The purpose of the trade unions is to offer employees a platform to access equal bargaining power with their employers. Traditionally, employers had the capability to set the terms and conditions of its workers pay and work procedures. Such powers attracted the need for an equal playing ground and organization of workers led to the formation of trade unions (Schulze-Cleven, 2017 pg 38). Trade unions are vital since they represent workers in different industries. Unions are extremely crucial to employees because they bear a greater voice compared to when employees deal with employees individually. Therefore, being labor members grant employees a platform to bargain collectively through their chosen labor union representatives. Shop stewards Shop stewards or employee representatives are employees of a particular organization who represent and defend the interest of his or her fellow employees in the context of a labor union official and members. Therefore, they are elected representatives of union members in a workplace (Schulze-Cleven, 2017 pg 82). The role of a shop steward is to represent union members by taking up grievances, negotiating issues and highlighting the decisions of workers to the management. They also monitor the management’s actions in order to define whether they stick to agreements and decisions made during negotiations.

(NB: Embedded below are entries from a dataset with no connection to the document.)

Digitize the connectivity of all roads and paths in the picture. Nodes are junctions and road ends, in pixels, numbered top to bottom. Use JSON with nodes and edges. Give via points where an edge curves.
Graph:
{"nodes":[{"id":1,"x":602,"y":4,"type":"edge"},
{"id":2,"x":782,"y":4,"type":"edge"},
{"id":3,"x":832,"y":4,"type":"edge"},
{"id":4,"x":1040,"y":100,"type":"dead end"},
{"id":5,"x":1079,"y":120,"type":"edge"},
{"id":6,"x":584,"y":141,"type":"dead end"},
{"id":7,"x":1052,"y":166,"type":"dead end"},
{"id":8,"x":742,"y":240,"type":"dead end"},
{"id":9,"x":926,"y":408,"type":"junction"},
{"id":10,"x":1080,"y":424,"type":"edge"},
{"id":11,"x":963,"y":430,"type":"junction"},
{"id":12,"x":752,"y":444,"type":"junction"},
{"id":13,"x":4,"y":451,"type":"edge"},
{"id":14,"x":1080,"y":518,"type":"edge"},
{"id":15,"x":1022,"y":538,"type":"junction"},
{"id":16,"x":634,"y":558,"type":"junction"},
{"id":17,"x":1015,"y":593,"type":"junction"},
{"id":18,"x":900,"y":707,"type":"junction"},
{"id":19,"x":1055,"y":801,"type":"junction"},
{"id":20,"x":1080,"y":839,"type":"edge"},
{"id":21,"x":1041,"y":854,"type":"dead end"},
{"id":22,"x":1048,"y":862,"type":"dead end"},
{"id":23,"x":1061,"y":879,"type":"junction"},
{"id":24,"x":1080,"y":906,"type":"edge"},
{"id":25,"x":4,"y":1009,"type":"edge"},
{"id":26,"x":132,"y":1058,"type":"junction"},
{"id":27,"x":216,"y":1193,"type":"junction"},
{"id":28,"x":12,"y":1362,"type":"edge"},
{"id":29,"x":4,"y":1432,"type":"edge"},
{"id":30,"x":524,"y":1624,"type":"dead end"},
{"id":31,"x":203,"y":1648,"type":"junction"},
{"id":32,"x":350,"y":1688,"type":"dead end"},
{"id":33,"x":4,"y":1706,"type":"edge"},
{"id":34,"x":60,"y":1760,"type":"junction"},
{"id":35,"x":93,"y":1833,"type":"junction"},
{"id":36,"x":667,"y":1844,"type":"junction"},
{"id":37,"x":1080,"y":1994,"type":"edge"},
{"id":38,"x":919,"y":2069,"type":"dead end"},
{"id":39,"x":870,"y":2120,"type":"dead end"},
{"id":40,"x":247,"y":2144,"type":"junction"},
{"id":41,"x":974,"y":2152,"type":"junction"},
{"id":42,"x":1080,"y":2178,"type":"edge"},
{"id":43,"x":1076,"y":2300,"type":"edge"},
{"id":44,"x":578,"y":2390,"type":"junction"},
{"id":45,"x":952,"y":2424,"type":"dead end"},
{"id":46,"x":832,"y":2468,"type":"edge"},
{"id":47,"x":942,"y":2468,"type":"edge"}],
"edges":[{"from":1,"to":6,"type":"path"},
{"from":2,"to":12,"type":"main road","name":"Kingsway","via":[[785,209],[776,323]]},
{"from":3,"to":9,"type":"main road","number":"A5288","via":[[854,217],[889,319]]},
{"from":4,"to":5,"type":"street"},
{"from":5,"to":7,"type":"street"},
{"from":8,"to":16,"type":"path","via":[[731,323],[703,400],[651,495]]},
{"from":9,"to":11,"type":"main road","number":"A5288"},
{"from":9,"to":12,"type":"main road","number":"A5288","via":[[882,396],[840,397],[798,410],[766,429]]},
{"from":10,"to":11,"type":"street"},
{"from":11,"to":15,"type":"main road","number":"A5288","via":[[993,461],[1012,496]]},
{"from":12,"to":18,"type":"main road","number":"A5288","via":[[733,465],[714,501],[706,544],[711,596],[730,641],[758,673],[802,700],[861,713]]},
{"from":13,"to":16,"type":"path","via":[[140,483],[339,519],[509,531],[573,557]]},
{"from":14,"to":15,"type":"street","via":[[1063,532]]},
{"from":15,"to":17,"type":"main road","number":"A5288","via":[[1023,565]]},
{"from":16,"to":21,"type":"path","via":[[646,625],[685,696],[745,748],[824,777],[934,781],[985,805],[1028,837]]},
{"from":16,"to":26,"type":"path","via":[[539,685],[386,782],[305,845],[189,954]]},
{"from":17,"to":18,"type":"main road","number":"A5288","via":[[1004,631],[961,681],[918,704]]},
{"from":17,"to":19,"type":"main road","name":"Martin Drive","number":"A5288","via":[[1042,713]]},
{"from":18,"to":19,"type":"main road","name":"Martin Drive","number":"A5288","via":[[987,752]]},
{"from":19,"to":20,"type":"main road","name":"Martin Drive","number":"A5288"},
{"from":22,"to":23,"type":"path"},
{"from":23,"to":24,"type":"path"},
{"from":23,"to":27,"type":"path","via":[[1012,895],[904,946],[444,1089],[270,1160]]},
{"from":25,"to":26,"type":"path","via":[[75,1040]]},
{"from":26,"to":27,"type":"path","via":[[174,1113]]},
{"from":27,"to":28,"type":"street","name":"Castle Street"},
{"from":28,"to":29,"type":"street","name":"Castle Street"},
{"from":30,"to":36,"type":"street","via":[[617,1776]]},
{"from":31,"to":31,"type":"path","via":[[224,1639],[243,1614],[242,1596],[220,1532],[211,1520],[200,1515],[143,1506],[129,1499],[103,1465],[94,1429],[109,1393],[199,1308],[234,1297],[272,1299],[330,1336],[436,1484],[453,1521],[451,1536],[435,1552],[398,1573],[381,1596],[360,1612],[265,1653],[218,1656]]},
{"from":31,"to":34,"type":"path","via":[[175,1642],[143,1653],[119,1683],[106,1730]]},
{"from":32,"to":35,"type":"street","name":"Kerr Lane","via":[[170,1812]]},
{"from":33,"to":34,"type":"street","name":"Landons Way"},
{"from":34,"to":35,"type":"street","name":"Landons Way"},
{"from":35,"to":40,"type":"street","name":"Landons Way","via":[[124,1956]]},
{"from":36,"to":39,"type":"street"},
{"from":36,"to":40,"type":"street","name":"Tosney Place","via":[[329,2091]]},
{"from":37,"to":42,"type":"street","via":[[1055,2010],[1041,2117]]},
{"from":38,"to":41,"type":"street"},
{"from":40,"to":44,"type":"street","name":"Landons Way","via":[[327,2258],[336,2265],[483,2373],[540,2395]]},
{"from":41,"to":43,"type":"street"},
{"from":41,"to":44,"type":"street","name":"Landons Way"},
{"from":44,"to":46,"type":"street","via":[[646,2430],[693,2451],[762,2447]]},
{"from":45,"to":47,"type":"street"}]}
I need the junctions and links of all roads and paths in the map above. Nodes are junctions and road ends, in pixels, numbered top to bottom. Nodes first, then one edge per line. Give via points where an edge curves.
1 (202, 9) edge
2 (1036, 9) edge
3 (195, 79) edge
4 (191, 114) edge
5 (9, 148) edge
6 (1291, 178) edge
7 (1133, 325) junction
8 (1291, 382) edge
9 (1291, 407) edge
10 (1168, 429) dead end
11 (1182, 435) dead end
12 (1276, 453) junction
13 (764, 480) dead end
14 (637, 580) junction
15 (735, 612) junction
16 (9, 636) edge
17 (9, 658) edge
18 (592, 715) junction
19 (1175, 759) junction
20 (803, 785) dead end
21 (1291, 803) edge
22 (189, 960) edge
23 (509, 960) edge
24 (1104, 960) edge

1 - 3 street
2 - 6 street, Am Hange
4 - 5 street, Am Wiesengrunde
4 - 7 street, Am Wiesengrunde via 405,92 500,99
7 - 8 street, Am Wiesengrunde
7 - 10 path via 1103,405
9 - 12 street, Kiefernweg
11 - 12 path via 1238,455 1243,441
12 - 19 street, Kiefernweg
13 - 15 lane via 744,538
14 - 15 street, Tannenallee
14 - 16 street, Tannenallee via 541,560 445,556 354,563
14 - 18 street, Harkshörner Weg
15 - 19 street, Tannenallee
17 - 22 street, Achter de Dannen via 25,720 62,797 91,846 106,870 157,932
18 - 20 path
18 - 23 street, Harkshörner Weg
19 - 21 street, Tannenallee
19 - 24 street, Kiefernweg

Trade Union Congress Trade Union Congress bears the definition of an umbrella group that represents trade union groups in England and Wales. The Trade Union Congress establishment dates back to 1868. Presently, TUC harbors 6 million members form fifty affiliated unions. The major role of the TUC is to bring together labor unions so that they can draw up common policies and lobby the government (Schulze-Cleven, 2017 pg 88). Additionally, the TUC empower unions to campaign as well as represent British workers on the international framework within the EU and within the international labor organization.

Management

The term management refers to a set of activities carried out by individuals who bear executive and decision-making responsibilities in an organization. Management focuses on the management roles of managers in regards to their responsibilities towards the effectiveness of the organization (Schulze-Cleven 2017 pg 101). Therefore, a company’s management should promptly heed employees needs in order to enhance workplace relations and curb the intervention of relevant parties such as trade unions.

Employers organization or association

Employer’s organization or association is a collaborative organization that encompasses retailers, manufacturers and other vast employers of wage labor. The role of employers’ organizations is to manage the behavior of its member companies during negotiations with government bodies or trade unions (Schulze-Cleven 2017 pg 122). A prime example is the EFF, an organization that represents the voices of British manufacturers both in the UK and in entire Europe. EFF represents more than 5,000 businesses and 2,000 direct members.

The Confederation of British Industry

The Confederation of British Industry is a UK business organization that represents 190,000 businesses. The organization works with international legislators, government and policymakers with an aim of helping businesses to effectively compete and enhance the economic growth.

Explain the unitary and pluralistic frames of reference by reviewing the perspectives by the stakeholders in the employee relations Unitary frame of reference refers to a way of thinking or a mindset of diverse values, attitudes, assumptions, and practices that relate to organizational management and its membership. The perspective bears the notion that in order for members of any organization to achieve success, they must share the same goals and objectives. This should apply despite that different member in an organization carry out different roles (Gennard and Judge 2005 pg 72). The reason behind such an assumption is that the unitary perspective is expressed through the implementation of the mission statement. For this reason, employees are presumed to be loyal while the management is accepted as parental.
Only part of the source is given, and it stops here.